Collection entries:
/---
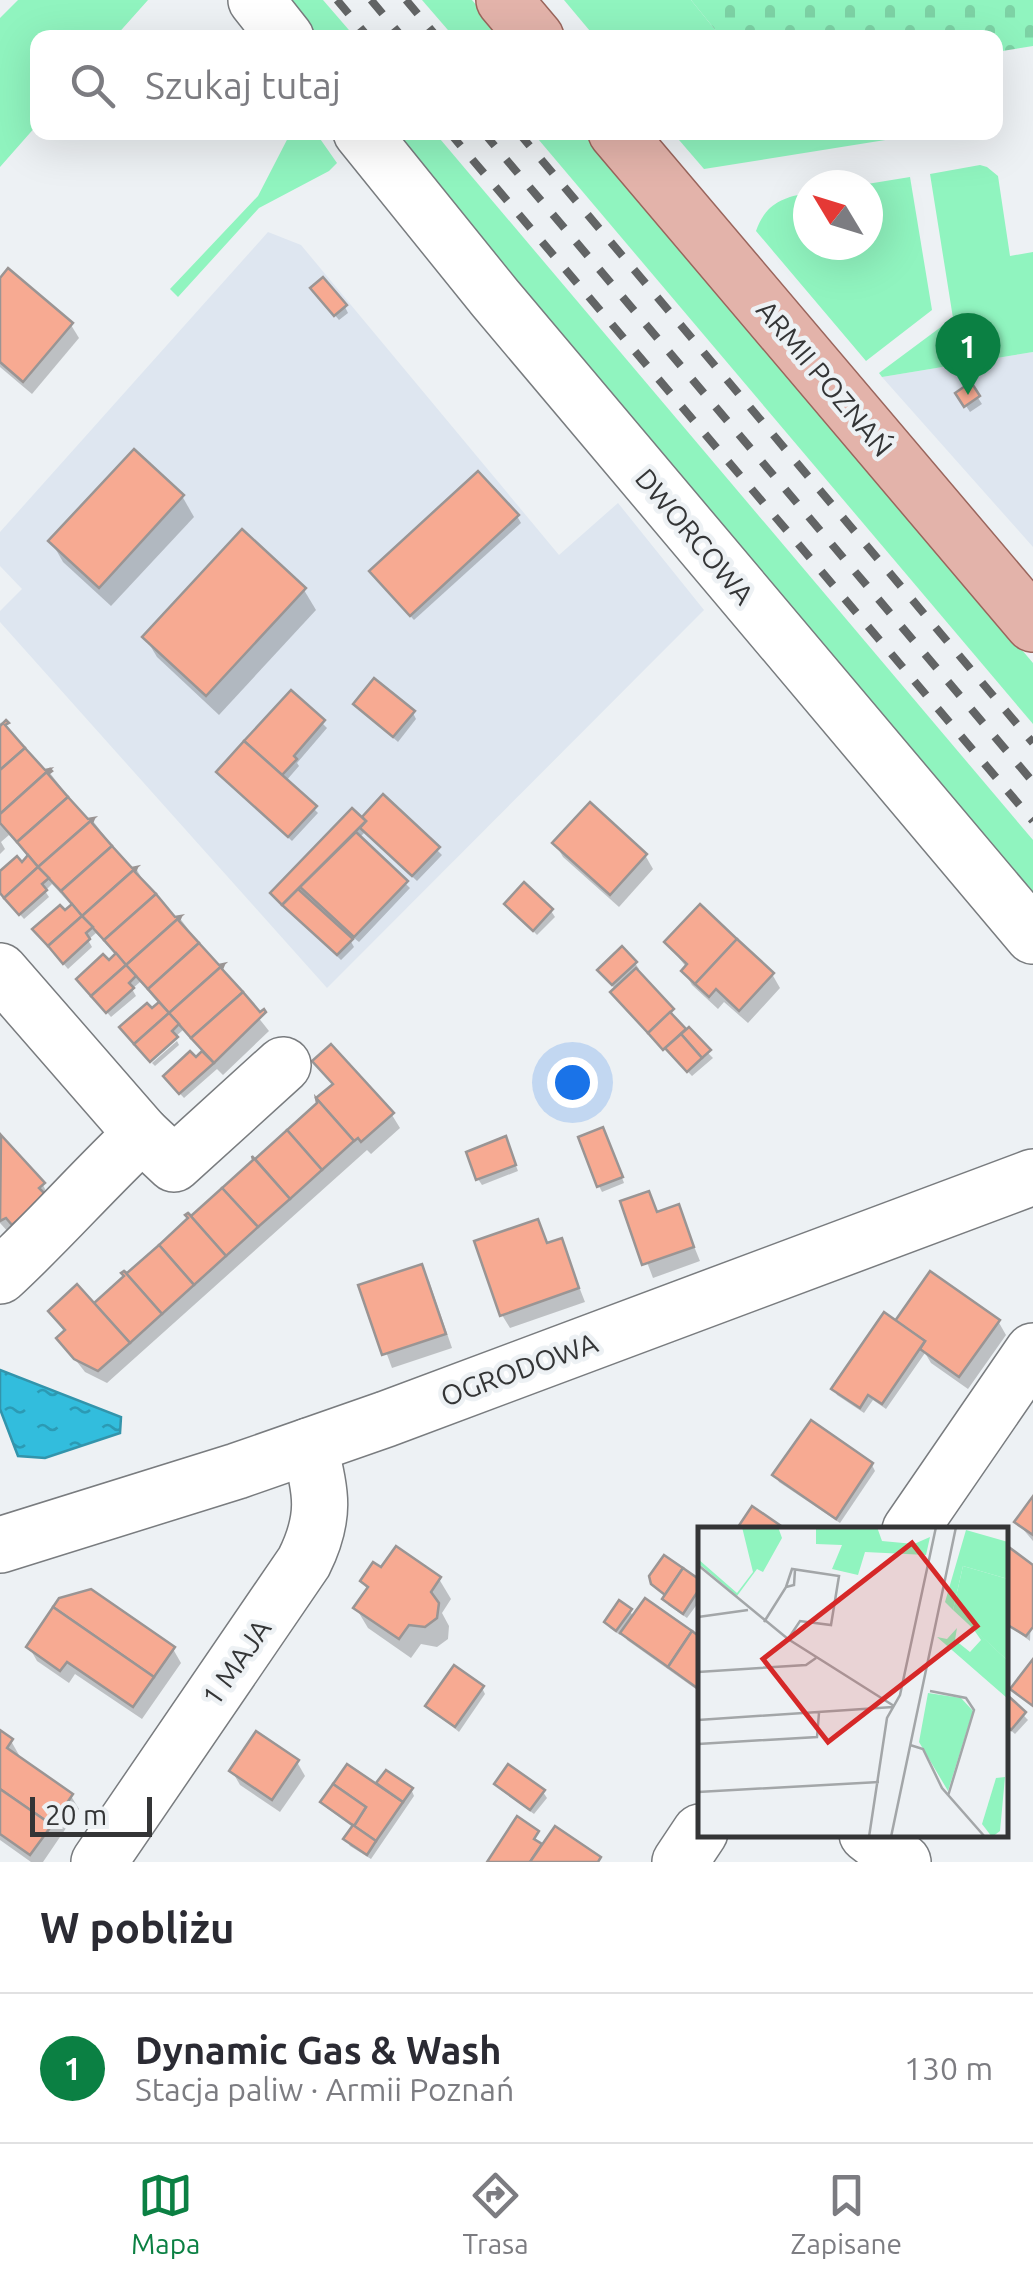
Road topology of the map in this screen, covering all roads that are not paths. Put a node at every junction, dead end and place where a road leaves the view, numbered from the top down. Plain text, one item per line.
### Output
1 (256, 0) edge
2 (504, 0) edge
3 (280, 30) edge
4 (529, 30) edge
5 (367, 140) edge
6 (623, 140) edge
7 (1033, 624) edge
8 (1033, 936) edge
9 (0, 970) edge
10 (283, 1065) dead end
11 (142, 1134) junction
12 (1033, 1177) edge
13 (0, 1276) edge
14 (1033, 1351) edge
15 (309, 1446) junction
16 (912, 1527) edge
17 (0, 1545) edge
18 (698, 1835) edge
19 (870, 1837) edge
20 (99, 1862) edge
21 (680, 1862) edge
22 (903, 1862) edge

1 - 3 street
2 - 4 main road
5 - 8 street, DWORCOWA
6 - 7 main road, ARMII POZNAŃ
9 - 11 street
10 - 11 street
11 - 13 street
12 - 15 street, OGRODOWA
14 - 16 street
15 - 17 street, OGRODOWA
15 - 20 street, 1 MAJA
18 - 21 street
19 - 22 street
\---
Directions for this task
What you return should match the records above word for word, minus the pictures.

Exercise response
Road topology of the map in this screen, covering all roads that are not paths. Put a node at every junction, dead end and place where a road leaves the view, numbered from the top down. Plain text, one item per line.
### Output
1 (256, 0) edge
2 (504, 0) edge
3 (280, 30) edge
4 (529, 30) edge
5 (367, 140) edge
6 (623, 140) edge
7 (1033, 624) edge
8 (1033, 936) edge
9 (0, 970) edge
10 (283, 1065) dead end
11 (142, 1134) junction
12 (1033, 1177) edge
13 (0, 1276) edge
14 (1033, 1351) edge
15 (309, 1446) junction
16 (912, 1527) edge
17 (0, 1545) edge
18 (698, 1835) edge
19 (870, 1837) edge
20 (99, 1862) edge
21 (680, 1862) edge
22 (903, 1862) edge

1 - 3 street
2 - 4 main road
5 - 8 street, DWORCOWA
6 - 7 main road, ARMII POZNAŃ
9 - 11 street
10 - 11 street
11 - 13 street
12 - 15 street, OGRODOWA
14 - 16 street
15 - 17 street, OGRODOWA
15 - 20 street, 1 MAJA
18 - 21 street
19 - 22 street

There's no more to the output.